Hold the front page

Data quality for complex risks is taking centre stage for 2020. As Lloyd’s continues to transition from a document first to a data first environment, the issue of data quality is critical.

There are whispers that in late 2020 brokers and underwriters will start to be “encouraged” (in the politest sense of the word) to negotiate enquiries digitally (similar to the pressure to bind electronically).

However, this is difficult to imagine in the current environment and – by the way – email doesn’t count as digital! Improving data quality and automating processes lie at the heart of the challenge – how do you digitise the data that is often unique to ultra-niche classes? What are the benefits?

As I discussed in another post, change occurs naturally if such change is in the broad self-interest of the participant.  Data within the complex risk market has been under the spotlight recently, and the Complex Risk Platform is part of a new Lloyd’s strategy to allow complicated risks to be transacted digitally.  The key issue over the next 18 months will be making any change win-win at every stage for the participants involved.

  • Win for the brokers, by making it easier to distribute and negotiate, with useful audit trails.
  • Win for the underwriters, by providing structured and clean data, to increase actual underwriting time (rather than administration time).
  • Win for the increasingly influential compliance departments, who need to be able to independently audit and access transactions on a structured or ad-hoc basis.
  • And ultimately this will provide a win for the clients of the market, who are clearly interested (albeit indirectly) that the market continues to improve and innovate.

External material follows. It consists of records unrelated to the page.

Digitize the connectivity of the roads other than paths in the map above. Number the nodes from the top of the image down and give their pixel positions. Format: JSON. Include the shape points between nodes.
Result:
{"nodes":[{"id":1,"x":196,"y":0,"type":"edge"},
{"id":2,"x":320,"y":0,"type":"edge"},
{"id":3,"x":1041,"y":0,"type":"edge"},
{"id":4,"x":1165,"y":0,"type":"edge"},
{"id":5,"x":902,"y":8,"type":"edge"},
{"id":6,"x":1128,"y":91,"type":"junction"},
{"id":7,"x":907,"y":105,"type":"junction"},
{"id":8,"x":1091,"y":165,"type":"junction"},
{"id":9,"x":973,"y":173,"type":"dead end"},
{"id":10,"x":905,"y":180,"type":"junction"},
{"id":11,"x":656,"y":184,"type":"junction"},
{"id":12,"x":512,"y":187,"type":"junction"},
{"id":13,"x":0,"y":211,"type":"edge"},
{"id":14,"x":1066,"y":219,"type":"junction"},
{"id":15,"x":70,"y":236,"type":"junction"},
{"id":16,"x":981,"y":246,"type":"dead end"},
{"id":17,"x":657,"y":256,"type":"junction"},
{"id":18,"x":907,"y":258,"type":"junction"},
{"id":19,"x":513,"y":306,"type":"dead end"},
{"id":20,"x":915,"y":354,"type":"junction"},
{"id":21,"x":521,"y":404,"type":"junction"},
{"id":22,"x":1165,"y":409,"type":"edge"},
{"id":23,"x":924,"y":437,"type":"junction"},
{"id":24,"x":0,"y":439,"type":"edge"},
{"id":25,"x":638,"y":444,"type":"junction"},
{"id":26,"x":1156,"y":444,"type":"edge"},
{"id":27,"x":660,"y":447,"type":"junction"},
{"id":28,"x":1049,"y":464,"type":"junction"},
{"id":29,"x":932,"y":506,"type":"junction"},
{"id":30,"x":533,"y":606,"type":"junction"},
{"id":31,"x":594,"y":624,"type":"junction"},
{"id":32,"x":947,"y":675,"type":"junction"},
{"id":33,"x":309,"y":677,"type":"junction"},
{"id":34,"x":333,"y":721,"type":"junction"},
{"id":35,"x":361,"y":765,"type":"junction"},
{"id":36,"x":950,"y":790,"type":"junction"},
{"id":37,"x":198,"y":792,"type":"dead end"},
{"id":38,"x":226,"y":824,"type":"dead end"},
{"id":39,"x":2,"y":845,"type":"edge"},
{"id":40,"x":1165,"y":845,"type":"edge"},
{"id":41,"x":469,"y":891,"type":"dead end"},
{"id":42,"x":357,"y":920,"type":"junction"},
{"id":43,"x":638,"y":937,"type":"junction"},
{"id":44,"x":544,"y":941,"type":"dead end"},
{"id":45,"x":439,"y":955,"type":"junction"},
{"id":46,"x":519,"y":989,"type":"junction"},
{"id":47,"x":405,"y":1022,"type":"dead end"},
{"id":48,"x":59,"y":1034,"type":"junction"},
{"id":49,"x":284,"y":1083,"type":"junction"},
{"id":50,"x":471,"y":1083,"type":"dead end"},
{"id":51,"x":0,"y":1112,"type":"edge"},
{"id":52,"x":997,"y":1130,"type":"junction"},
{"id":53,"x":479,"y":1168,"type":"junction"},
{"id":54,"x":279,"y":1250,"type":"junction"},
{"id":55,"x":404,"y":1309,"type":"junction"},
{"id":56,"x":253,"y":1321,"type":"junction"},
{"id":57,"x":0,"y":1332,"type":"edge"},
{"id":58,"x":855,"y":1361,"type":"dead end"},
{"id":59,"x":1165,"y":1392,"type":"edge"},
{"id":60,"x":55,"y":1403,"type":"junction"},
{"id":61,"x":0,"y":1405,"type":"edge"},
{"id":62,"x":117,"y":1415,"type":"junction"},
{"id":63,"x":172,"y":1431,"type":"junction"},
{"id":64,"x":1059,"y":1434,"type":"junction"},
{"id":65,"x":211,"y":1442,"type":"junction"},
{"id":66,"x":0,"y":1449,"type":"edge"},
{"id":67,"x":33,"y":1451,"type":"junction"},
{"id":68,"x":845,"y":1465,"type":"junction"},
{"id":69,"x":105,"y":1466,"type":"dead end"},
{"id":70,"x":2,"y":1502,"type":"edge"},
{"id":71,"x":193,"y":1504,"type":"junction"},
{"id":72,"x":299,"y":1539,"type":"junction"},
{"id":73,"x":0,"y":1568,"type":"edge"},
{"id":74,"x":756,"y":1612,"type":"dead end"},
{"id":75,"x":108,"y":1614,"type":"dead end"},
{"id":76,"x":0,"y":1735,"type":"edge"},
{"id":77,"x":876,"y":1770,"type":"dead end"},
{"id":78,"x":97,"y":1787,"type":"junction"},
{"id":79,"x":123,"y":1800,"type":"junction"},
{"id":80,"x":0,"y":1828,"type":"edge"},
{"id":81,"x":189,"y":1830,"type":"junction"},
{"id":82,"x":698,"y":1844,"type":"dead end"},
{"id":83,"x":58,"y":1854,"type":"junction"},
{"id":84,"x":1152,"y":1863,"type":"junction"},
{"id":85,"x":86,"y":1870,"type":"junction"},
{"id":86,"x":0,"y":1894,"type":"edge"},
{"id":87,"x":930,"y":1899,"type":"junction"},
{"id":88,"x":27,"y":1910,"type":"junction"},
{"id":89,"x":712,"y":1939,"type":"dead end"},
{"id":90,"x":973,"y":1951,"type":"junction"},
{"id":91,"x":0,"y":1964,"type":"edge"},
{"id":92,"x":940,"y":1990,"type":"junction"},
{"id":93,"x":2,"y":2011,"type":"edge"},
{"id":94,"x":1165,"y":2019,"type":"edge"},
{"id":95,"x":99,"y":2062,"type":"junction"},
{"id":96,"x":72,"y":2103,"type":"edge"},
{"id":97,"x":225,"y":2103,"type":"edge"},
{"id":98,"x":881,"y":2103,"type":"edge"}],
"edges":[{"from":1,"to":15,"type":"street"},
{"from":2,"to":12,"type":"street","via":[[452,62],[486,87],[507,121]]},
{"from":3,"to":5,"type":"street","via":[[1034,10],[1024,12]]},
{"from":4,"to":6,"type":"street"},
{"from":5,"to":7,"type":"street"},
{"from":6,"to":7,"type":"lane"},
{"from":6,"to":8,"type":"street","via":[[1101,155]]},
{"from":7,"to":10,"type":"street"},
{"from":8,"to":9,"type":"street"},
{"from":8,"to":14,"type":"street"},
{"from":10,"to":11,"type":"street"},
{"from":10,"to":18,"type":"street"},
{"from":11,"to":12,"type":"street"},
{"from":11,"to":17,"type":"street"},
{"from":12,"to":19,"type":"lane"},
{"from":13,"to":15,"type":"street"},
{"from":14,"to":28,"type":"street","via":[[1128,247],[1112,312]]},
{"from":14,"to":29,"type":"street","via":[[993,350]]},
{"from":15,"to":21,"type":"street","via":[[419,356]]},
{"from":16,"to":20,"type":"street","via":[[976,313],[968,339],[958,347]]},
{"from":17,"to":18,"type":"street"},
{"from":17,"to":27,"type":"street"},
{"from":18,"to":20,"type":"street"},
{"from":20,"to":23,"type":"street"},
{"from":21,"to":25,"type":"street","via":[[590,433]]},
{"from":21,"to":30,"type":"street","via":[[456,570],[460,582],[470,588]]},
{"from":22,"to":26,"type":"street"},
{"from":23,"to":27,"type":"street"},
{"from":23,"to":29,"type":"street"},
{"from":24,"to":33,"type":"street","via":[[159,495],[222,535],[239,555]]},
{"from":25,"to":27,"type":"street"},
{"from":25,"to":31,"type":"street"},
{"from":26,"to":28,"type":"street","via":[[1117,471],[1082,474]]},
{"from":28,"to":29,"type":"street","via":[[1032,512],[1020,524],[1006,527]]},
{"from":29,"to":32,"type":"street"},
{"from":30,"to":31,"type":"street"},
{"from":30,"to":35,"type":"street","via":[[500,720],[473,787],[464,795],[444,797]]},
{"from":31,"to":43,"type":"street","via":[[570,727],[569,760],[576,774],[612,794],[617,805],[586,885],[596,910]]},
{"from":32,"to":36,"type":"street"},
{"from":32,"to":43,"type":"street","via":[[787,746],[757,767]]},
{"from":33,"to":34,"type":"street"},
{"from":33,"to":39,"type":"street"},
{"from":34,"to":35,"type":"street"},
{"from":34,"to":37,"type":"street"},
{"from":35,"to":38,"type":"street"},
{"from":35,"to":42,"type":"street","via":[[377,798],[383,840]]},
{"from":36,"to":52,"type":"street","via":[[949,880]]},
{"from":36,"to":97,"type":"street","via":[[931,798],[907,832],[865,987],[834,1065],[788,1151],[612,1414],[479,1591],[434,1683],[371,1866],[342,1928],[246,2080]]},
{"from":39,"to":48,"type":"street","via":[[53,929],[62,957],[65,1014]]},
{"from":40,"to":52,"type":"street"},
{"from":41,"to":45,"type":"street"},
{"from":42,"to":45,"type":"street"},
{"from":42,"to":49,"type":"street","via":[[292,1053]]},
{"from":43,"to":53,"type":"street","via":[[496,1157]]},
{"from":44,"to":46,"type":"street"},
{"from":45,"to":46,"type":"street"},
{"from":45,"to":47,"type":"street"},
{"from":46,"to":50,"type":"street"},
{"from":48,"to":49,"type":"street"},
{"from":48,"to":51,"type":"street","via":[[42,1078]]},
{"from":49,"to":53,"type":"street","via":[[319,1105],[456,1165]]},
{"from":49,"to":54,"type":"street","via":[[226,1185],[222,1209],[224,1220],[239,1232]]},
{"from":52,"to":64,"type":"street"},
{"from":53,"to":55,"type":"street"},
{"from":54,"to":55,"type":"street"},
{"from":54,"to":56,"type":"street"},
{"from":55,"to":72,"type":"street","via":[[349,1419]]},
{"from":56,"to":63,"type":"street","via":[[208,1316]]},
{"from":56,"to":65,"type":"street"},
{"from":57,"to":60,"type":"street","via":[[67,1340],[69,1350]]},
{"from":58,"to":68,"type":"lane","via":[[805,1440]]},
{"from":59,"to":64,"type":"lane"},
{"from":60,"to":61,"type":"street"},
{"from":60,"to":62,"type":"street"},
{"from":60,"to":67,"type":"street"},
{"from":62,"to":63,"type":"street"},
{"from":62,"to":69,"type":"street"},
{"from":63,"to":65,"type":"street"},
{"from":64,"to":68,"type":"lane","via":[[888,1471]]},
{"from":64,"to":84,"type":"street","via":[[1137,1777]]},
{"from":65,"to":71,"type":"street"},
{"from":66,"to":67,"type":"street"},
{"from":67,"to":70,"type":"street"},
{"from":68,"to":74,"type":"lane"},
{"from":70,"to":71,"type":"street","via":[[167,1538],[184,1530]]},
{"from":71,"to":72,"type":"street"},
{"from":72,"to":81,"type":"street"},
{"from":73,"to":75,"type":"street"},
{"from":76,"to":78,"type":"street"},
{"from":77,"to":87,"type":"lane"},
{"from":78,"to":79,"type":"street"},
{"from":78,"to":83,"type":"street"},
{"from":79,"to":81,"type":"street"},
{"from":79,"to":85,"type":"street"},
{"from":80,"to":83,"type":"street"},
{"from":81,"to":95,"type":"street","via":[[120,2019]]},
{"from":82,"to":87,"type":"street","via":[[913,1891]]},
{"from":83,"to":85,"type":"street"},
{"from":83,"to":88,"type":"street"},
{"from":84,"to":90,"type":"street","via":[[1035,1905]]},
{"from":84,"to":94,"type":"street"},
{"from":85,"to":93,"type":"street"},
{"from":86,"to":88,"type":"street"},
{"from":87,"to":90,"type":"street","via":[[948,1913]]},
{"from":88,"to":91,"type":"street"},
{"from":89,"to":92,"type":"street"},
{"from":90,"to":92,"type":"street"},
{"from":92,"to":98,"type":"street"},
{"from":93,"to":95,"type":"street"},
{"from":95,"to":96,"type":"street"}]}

But to get there, we need to consider four main principles when it comes to data:

  1. Creation – is the data created in a user friendly way that works for the variety of business originators in London and overseas?  Are users incentivised to create clean data? Can it be trusted to be ‘clean’ if it is inputted by a variety of different individuals, operating at totally different companies? If new categories of data are to be created in the future – how easy is interoperability with existing categories of data?
  2. Collection – Can this clean data be collected in a format which allows easy merging (as it’s from multiple sources)?  Are the rules used to keep the data robust enough to allow for the collection of all of the different types of data that could be collected? Is the collection of the data automatic, or is a manual triage required? What data is not collected, and why not? If new categories of data evolve in the future, can they be easily collected as well – is the process flexible (enough)?
  3. Analysis – Is the dataset collected ready for analysis? What software is being used for analysis and are the operators well-trained in using this software?
  4. Insight – How can this data be used to generate more revenue, make better risk decisions, provide more clarity to clients on underwriter trends, or meet other company / team objectives?

Deep Dive: data in a complex class – Credit & Political Risk Insurance (CPRI) Dialogue’s 2019 research into the CPRI marketplace found that there are anywhere between 10 – 80 different variables per enquiry.

This leads to millions of different possible combinations – making the job of the brokers and underwriters all the more astonishing.  And with 5-7k enquiries per year, that’s a hell of a lot of data to capture and maintain! Given this occurs in just one relatively small, specialist class, it’s easy to see why each there is no one size fits all approach.

Interoperability is key

Allowing complex data sets to be interoperable with the existing systems in both brokers and underwriters is crucial, because it’s not just about the transactional teams.

It is critical in the increasingly regulated environment that compliance teams are able to audit / access certain data points, finance teams can check roadmaps, sales teams can check targets etc.

Data quality hasn’t always made the front page, but we hope it will get the attention it deserves this year – our message is simple: “one size fits all” doesn’t work for complex risks, a more tailored approach is needed within the standard platforms out there.